» **The problem**
Look through the data below and work out how many lines contain the string "Ριζάρη". Give the number alone.

(Stored data)

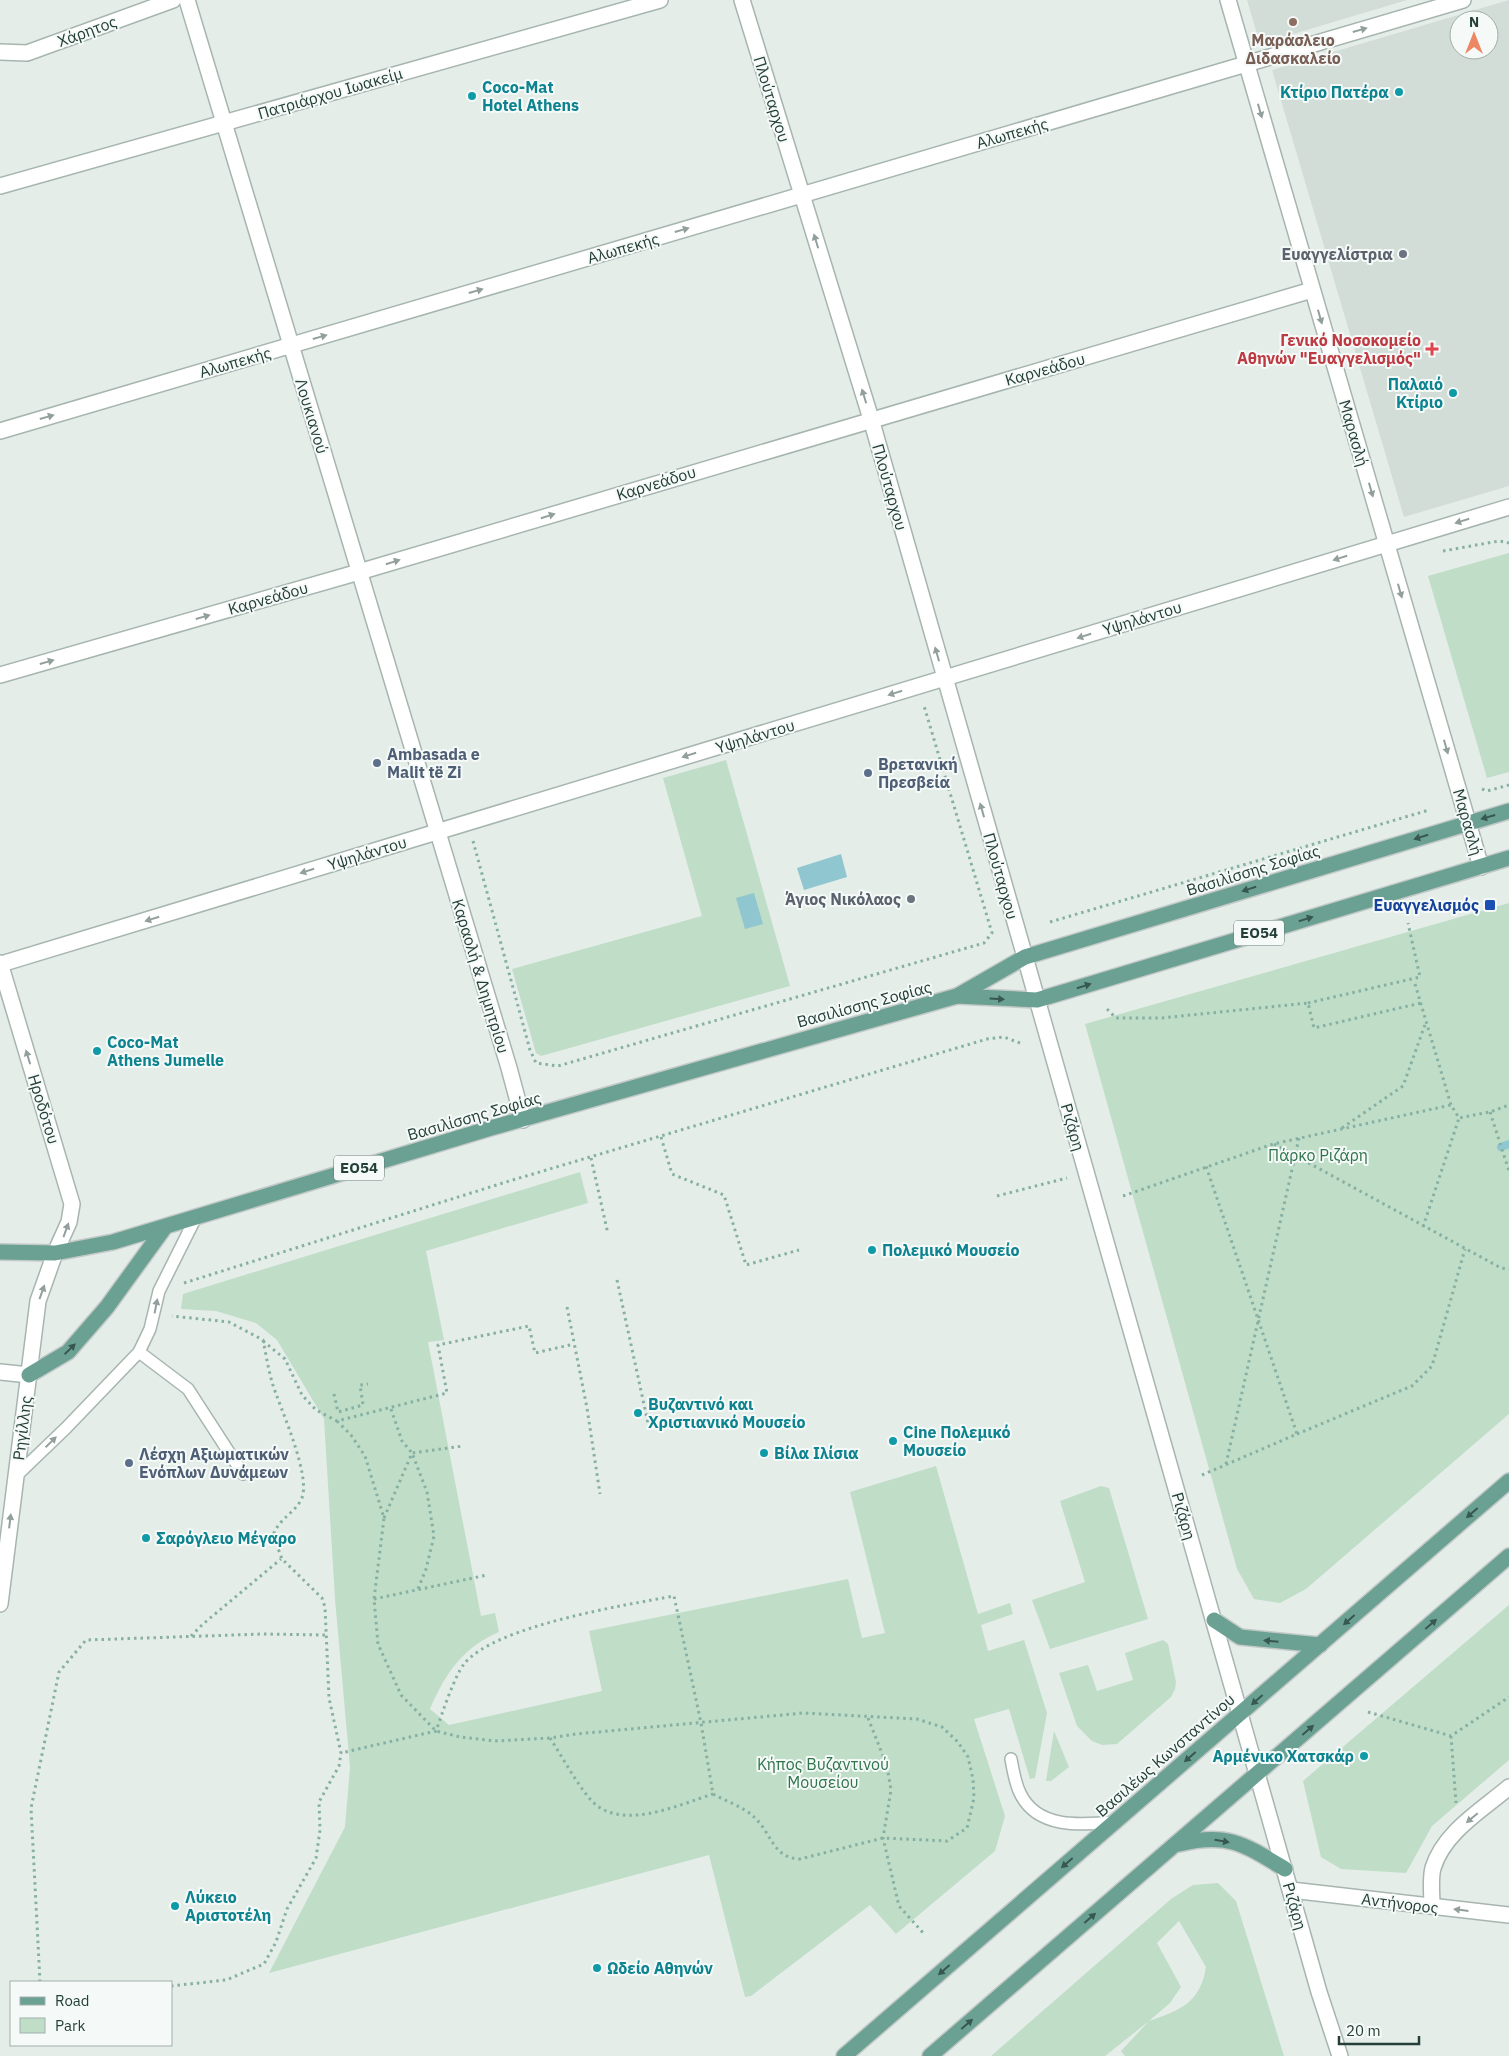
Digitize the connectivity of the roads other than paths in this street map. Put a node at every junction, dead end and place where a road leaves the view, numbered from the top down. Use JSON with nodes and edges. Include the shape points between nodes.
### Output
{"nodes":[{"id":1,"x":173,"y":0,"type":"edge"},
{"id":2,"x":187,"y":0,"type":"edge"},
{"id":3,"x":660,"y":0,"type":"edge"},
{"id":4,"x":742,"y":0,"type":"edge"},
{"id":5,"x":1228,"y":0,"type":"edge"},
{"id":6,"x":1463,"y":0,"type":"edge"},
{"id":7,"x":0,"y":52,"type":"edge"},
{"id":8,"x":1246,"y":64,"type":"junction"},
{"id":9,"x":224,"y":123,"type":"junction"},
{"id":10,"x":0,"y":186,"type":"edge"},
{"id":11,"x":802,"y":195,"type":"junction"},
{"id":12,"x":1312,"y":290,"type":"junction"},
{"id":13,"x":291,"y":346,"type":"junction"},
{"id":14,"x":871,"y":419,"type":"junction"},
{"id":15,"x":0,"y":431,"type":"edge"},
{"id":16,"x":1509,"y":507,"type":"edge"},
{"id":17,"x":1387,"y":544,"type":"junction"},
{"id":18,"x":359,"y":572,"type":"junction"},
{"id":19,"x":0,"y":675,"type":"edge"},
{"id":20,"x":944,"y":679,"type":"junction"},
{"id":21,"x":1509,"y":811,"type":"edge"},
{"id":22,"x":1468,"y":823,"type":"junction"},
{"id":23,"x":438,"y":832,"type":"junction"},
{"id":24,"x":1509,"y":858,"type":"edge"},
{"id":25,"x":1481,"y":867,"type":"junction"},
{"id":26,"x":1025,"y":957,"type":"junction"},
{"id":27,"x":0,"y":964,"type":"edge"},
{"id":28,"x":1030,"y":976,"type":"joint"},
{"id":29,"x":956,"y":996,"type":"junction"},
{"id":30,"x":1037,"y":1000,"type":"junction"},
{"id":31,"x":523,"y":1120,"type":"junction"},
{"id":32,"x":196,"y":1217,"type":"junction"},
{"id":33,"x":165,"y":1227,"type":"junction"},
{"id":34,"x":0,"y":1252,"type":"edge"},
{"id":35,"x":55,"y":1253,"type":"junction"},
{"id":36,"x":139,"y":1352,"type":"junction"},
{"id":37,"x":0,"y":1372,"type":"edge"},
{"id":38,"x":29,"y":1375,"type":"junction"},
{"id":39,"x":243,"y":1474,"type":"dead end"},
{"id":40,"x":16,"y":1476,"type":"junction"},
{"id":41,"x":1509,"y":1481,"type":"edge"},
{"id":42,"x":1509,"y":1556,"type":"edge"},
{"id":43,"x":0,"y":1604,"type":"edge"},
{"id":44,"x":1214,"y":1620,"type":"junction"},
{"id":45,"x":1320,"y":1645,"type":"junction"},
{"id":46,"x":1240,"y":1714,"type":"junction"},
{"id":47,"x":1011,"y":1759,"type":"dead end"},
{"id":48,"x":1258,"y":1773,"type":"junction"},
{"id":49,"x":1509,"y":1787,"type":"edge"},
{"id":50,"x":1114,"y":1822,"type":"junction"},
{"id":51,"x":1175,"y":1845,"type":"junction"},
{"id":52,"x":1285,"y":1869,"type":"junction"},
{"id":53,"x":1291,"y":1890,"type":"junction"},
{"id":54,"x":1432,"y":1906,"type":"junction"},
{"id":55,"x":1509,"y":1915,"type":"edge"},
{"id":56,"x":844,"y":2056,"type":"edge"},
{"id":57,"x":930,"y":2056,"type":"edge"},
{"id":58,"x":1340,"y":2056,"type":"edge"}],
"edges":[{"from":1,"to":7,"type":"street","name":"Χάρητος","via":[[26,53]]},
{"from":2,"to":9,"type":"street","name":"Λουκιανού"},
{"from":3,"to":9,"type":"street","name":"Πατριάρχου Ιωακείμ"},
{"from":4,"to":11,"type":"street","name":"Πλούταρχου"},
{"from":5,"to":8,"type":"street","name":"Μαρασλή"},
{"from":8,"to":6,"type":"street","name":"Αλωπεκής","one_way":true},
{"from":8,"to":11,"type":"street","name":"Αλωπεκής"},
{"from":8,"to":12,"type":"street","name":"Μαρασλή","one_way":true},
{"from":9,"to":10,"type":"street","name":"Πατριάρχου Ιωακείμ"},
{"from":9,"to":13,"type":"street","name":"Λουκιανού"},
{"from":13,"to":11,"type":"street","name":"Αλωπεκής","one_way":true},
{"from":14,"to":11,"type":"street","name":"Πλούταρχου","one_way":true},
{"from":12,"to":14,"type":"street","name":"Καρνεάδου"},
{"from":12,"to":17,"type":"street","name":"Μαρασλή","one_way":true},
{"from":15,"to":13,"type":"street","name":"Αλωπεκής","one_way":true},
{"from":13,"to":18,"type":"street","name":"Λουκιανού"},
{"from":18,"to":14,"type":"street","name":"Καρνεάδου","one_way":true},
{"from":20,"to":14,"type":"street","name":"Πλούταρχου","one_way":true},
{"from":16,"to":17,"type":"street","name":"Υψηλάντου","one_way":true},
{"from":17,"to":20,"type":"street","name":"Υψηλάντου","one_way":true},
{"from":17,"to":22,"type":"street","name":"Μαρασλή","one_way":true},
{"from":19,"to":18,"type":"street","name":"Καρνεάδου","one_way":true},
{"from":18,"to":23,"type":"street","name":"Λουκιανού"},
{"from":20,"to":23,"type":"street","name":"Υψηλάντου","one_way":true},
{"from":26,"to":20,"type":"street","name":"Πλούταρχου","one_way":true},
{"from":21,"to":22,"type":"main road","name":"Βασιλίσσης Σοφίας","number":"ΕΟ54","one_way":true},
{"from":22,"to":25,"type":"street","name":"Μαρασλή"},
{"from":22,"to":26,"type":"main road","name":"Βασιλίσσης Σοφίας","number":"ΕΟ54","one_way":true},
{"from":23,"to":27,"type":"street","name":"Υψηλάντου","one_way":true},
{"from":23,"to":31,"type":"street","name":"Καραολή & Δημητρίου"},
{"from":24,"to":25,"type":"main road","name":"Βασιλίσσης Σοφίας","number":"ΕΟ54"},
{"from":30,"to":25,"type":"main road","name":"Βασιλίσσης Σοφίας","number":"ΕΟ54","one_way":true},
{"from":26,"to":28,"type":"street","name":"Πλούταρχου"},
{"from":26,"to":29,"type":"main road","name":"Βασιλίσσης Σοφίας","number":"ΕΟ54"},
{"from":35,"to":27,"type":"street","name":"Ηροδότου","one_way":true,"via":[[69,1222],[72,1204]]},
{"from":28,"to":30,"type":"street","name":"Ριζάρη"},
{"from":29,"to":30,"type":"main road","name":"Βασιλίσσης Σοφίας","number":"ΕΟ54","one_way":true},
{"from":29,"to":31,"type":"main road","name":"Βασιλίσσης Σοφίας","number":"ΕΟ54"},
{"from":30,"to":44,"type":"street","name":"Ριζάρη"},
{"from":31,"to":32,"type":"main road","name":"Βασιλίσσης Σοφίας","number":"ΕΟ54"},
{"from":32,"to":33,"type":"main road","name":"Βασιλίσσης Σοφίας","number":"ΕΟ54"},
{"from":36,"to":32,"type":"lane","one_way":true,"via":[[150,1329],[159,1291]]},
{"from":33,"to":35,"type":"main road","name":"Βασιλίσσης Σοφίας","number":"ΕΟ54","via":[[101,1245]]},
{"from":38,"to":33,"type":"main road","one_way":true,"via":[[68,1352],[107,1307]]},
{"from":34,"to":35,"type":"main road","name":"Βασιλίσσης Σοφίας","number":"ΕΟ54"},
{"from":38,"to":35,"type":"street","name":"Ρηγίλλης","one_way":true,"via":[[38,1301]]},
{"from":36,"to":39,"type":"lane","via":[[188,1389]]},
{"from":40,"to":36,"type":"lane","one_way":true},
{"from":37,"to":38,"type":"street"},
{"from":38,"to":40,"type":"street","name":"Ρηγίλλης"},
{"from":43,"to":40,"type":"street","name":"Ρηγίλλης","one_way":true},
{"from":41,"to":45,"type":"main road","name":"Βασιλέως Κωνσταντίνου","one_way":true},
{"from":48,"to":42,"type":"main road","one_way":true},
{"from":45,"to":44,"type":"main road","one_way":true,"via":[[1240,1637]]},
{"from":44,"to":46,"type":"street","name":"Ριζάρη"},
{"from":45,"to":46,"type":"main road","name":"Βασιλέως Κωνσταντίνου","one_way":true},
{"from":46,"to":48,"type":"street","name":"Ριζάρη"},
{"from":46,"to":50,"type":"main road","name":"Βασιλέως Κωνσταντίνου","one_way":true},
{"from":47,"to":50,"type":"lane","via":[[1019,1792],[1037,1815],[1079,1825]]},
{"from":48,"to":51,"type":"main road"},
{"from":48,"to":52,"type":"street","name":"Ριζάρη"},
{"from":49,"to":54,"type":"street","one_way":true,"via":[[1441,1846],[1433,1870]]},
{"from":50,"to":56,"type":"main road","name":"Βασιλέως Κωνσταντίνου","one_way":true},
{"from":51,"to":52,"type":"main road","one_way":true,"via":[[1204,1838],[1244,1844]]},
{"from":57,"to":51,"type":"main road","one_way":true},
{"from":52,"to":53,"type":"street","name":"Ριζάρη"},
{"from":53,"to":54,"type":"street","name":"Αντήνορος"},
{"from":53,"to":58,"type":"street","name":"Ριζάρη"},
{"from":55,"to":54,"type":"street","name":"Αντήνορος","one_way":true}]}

» **Solution**
7